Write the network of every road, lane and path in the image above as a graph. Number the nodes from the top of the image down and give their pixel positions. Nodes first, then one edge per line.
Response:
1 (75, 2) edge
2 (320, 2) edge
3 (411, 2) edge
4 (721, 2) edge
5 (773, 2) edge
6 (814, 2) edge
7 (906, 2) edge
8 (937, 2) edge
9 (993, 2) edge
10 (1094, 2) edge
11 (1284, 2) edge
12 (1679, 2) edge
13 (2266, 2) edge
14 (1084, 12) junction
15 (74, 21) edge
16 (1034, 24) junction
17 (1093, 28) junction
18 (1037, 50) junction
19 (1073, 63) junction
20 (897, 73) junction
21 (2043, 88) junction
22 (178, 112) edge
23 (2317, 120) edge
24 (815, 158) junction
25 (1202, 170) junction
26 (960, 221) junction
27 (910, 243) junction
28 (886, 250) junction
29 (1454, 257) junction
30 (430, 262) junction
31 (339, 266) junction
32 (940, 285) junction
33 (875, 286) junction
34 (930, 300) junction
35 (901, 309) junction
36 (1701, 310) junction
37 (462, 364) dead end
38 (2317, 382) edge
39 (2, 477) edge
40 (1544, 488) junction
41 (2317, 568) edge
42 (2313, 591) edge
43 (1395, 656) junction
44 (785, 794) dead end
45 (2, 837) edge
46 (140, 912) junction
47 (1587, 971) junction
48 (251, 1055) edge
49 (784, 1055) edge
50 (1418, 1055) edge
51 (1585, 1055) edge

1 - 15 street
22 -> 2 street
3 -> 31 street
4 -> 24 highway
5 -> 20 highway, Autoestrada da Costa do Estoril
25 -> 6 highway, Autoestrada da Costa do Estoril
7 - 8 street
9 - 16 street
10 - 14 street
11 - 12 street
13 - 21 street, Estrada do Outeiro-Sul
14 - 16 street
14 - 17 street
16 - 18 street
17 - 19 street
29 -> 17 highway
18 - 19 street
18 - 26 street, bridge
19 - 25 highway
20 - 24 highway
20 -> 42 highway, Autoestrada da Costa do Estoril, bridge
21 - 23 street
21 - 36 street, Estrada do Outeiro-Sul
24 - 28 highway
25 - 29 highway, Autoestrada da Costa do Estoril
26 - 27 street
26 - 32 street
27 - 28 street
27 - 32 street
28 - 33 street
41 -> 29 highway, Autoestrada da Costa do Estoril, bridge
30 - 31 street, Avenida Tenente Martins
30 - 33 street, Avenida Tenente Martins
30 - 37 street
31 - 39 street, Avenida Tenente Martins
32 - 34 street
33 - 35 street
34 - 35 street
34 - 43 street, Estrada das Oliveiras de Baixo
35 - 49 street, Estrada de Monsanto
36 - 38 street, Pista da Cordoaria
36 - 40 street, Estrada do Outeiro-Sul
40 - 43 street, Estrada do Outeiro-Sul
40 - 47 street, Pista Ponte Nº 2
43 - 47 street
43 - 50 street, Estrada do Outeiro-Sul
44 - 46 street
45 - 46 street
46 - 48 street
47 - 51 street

Requirement.
Faithfully transcribe the whole of the data.

Answer section.
Write the network of every road, lane and path in the image above as a graph. Number the nodes from the top of the image down and give their pixel positions. Nodes first, then one edge per line.
Response:
1 (75, 2) edge
2 (320, 2) edge
3 (411, 2) edge
4 (721, 2) edge
5 (773, 2) edge
6 (814, 2) edge
7 (906, 2) edge
8 (937, 2) edge
9 (993, 2) edge
10 (1094, 2) edge
11 (1284, 2) edge
12 (1679, 2) edge
13 (2266, 2) edge
14 (1084, 12) junction
15 (74, 21) edge
16 (1034, 24) junction
17 (1093, 28) junction
18 (1037, 50) junction
19 (1073, 63) junction
20 (897, 73) junction
21 (2043, 88) junction
22 (178, 112) edge
23 (2317, 120) edge
24 (815, 158) junction
25 (1202, 170) junction
26 (960, 221) junction
27 (910, 243) junction
28 (886, 250) junction
29 (1454, 257) junction
30 (430, 262) junction
31 (339, 266) junction
32 (940, 285) junction
33 (875, 286) junction
34 (930, 300) junction
35 (901, 309) junction
36 (1701, 310) junction
37 (462, 364) dead end
38 (2317, 382) edge
39 (2, 477) edge
40 (1544, 488) junction
41 (2317, 568) edge
42 (2313, 591) edge
43 (1395, 656) junction
44 (785, 794) dead end
45 (2, 837) edge
46 (140, 912) junction
47 (1587, 971) junction
48 (251, 1055) edge
49 (784, 1055) edge
50 (1418, 1055) edge
51 (1585, 1055) edge

1 - 15 street
22 -> 2 street
3 -> 31 street
4 -> 24 highway
5 -> 20 highway, Autoestrada da Costa do Estoril
25 -> 6 highway, Autoestrada da Costa do Estoril
7 - 8 street
9 - 16 street
10 - 14 street
11 - 12 street
13 - 21 street, Estrada do Outeiro-Sul
14 - 16 street
14 - 17 street
16 - 18 street
17 - 19 street
29 -> 17 highway
18 - 19 street
18 - 26 street, bridge
19 - 25 highway
20 - 24 highway
20 -> 42 highway, Autoestrada da Costa do Estoril, bridge
21 - 23 street
21 - 36 street, Estrada do Outeiro-Sul
24 - 28 highway
25 - 29 highway, Autoestrada da Costa do Estoril
26 - 27 street
26 - 32 street
27 - 28 street
27 - 32 street
28 - 33 street
41 -> 29 highway, Autoestrada da Costa do Estoril, bridge
30 - 31 street, Avenida Tenente Martins
30 - 33 street, Avenida Tenente Martins
30 - 37 street
31 - 39 street, Avenida Tenente Martins
32 - 34 street
33 - 35 street
34 - 35 street
34 - 43 street, Estrada das Oliveiras de Baixo
35 - 49 street, Estrada de Monsanto
36 - 38 street, Pista da Cordoaria
36 - 40 street, Estrada do Outeiro-Sul
40 - 43 street, Estrada do Outeiro-Sul
40 - 47 street, Pista Ponte Nº 2
43 - 47 street
43 - 50 street, Estrada do Outeiro-Sul
44 - 46 street
45 - 46 street
46 - 48 street
47 - 51 street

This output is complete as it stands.